Based on the hydraulic fractures and the reservoir properties around the well, IMEX calculates the pressure drop required to sustain the production rates specified. These bottom-hole pressure trends are plotted on Excel and decline curves are generated to forecast the BHP over the next 25 years.
The extrapolated BHP decline curves are then exported back to CMG and the simulator uses these pressure values to predict the gas rates until May 2046.
6.3 Infill Wells (A, B, C, D)
Infill wells are then added to the model. Their placement depends on the rock properties distribution in the township with porosity, permeability, pay thickness and gas saturations taken into consideration. Also, nearby wells performance, proximity to gas facilities and access to pipelines need to be accounted for.

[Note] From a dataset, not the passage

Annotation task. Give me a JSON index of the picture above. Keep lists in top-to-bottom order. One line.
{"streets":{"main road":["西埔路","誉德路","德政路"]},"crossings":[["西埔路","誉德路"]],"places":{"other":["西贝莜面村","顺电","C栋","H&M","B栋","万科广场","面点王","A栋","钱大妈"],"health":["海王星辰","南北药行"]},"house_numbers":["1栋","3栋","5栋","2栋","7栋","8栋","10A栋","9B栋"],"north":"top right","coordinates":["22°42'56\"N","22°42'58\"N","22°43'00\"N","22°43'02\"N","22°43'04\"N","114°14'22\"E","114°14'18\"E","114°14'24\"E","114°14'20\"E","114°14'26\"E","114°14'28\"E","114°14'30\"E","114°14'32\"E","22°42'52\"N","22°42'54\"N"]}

Desired production rates are estimated based on nearby existing wells performance and the capacity of the field facilities. Vertical well A’s initial production was designed at 175,000 SCF/day for example based on wells 01-17 and 09-08 historical gas rates.
7. PRODUCTION FORECASTING
After building the reservoir model and implementing the infill wells, production forecasting can be made for those wells based on the model’s property distribution and fracture geometry design. Once a production forecast has been made for the initial fracture design (the base case), changes to the infill wells can be included to investigate how the production is impacted by the fracture geometry. The two main fracture properties that were studied on are fracture stage spacing and fracture conductivity.
More details can be in seen in the sub-sections below.
7.1 Base Case
The base case for the four infill wells (2 horizontal and 2 vertical) was run with the same initial fracture geometry design. The production forecasted was based on the bottom-hole pressure distribution of the nearby wells for each infill well. The total production forecasted (for 25 years since 2021) can be seen below:
And the initial fracture design are with the parameters shown here:
7.2 Development Strategies
The development strategies were simulated using Well B as a standalone model. This reduces the complexity of the analysis especially with external factors that may affect the well B production such as production draw from nearby wells. The analysis below provides a focused discussion on the strategies mentioned.
- Varying Fracturing Stage Spacing: It can be observed that changing the fracture spacing, whether it is decreased or increased, did not affect the cumulative production at any point. This implies production is not affected by fracture spacing and number of frack stages.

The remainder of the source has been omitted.